ISAD363
ADVANCED DATABASES
COURSEWORK ASSIGNMENT
MODULE LEADER
Dr Marco Palomino
DEADLINE
Tuesday 5 May 2020 at 16:00
ASSESSED MODULE LEARNING OUTCOMES
ALO1: Critically compare and contrast the differences between
relational and non-relational (NoSQL) databases.
ALO2: Critically appraise NoSQL database strengths and
weaknesses.
ALO3: Demonstrate the ability to perform all the CRUD
operations (namely, create, retrieve, update and delete) on
NoSQL databases.
1. BACKGROUND
Computer systems that make recommendations are called recommender systems. Netflix
recommends movies you may like to watch, Amazon recommends products you may be interested
in purchasing, and Facebook recommends people you may want to contact and become friends
with. The actual algorithms used by these companies to make such suggestions are closely
guarded trade secrets, and they are not available for public scrutiny. However, in this assignment,
you will have an opportunity to learn the basics behind recommender systems. You will use
Facebook as a case study for recommender systems. First, you will have to create a database to
store Facebook users and such a database will have to be a Neo4j graph database.
2. FRIENDSHIP GRAPHS
Figure 1 displays the relationships (friendships) graph for the main characters in Romeo and
Juliet, the tragedy published by William Shakespeare in 1597.

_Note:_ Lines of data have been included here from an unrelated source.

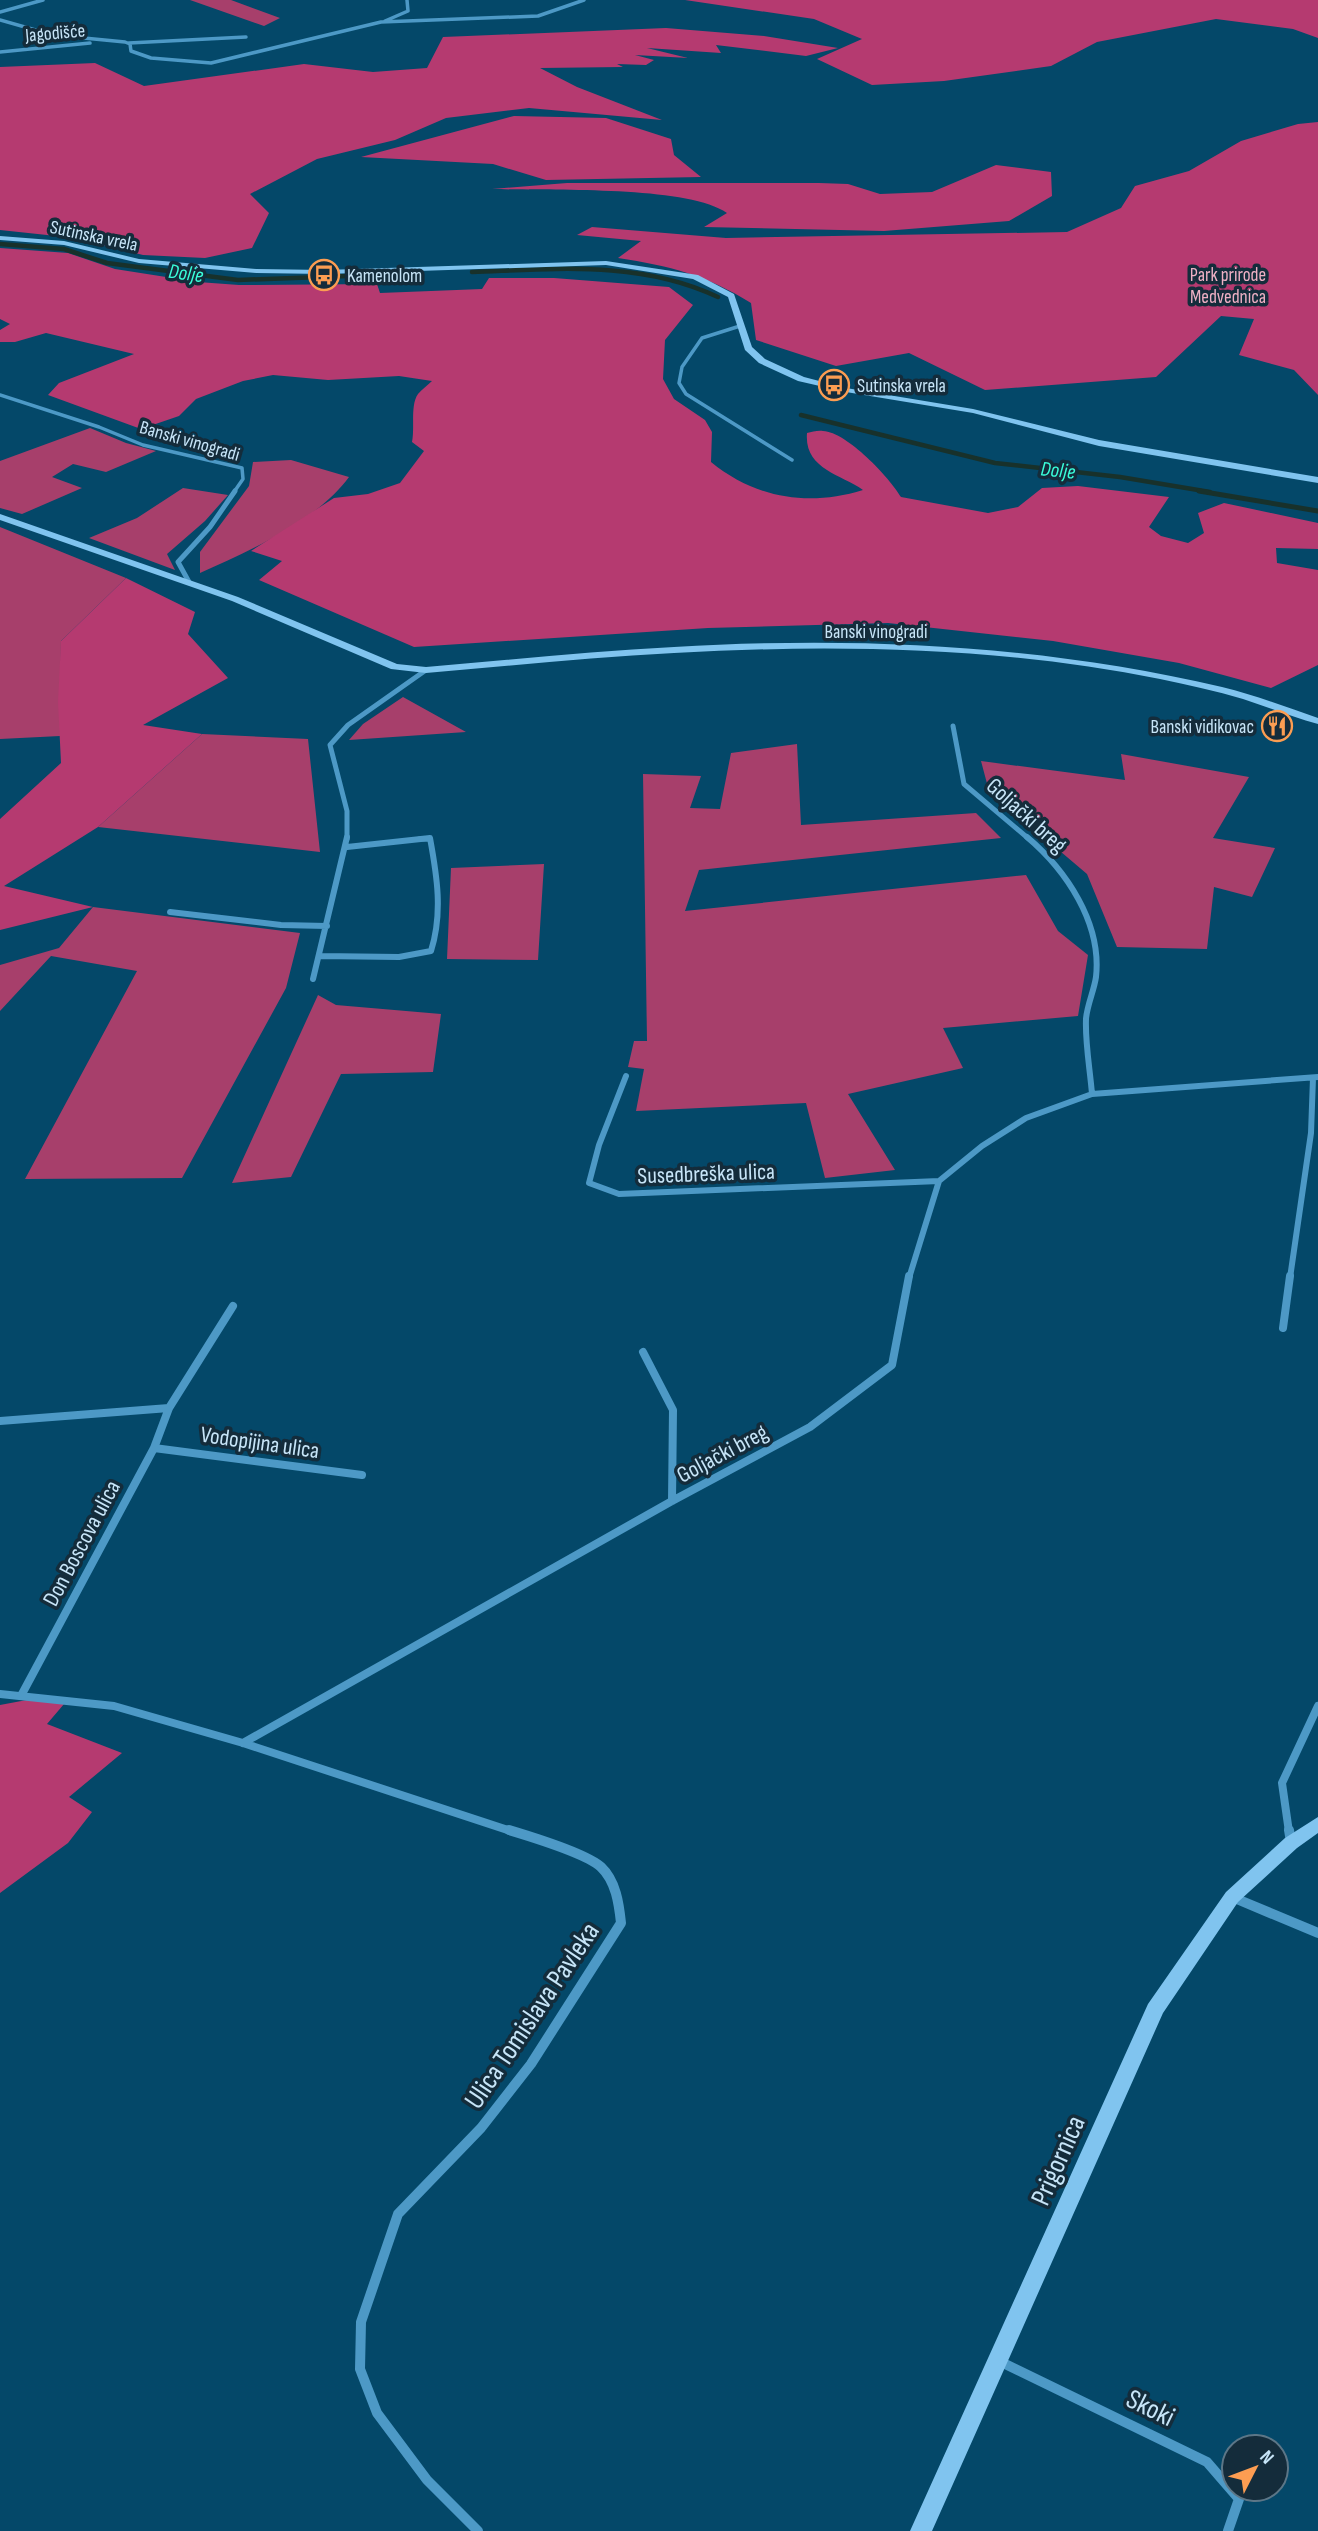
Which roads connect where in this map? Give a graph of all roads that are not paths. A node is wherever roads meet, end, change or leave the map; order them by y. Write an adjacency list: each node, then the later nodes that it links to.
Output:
1 (43, 0): 4 (street)
2 (407, 0): 6 (street)
3 (584, 0): 6 (street)
4 (0, 12)
5 (0, 20): 8 (street)
6 (381, 22): 9 (street)
7 (246, 37): 9 (street)
8 (113, 41): 9 (street); 10 (street, Jagodišće)
9 (129, 43)
10 (0, 52)
11 (0, 238): 12 (street, Sutinska vrela)
12 (740, 326): 14 (street); 15 (street, Sutinska vrela)
13 (0, 395): 17 (street, Banski vinogradi)
14 (792, 460)
15 (1318, 480)
16 (0, 517): 17 (street, Banski vinogradi)
17 (189, 582): 18 (street, Banski vinogradi)
18 (426, 670): 19 (street, Banski vinogradi); 21 (street)
19 (1318, 721)
20 (953, 726): 28 (street, Goljački breg)
21 (347, 847): 23 (street); 24 (street)
22 (170, 912): 23 (street)
23 (327, 926): 24 (street)
24 (320, 956): 25 (street)
25 (313, 979)
26 (626, 1076): 29 (street, Susedbreška ulica)
27 (1316, 1077): 28 (street); 31 (street)
28 (1092, 1094): 29 (street)
29 (939, 1181): 37 (street, Goljački breg)
30 (233, 1307): 33 (street, Don Boscova ulica)
31 (1283, 1328)
32 (643, 1352): 37 (street)
33 (169, 1408): 34 (street); 35 (street, Don Boscova ulica)
34 (0, 1421)
35 (154, 1447): 36 (street, Vodopijina ulica); 39 (street, Don Boscova ulica)
36 (362, 1475)
37 (672, 1501): 41 (street, Goljački breg)
38 (0, 1694): 39 (street, Ulica Tomislava Pavleka)
39 (22, 1694): 41 (street, Ulica Tomislava Pavleka)
40 (1318, 1706): 43 (street)
41 (243, 1743): 47 (street, Ulica Tomislava Pavleka)
42 (1318, 1825): 43 (street, Prigornica)
43 (1291, 1843): 44 (street, Prigornica)
44 (1232, 1897): 45 (street); 46 (street, Prigornica)
45 (1318, 1933)
46 (999, 2361): 48 (street, Prigornica); 49 (street, Skoki)
47 (478, 2531)
48 (921, 2531)
49 (1228, 2531)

A link between character A and character B in Figure 1 means that A considers B a friend, and
also B considers A a friend—these links are undirected, despite the arrows. Note that Figure 1
shows the characters who belong to the House of Montague in orange, the characters who belong
to Ruling House of Verona in green, the characters who belong to the House of Capulet in pink,
the Franciscans in purple, and the Nurse who works for the House of Capulet in blue. The colours
are just to help us interpret the graph—colours are not mandatory in your assignment.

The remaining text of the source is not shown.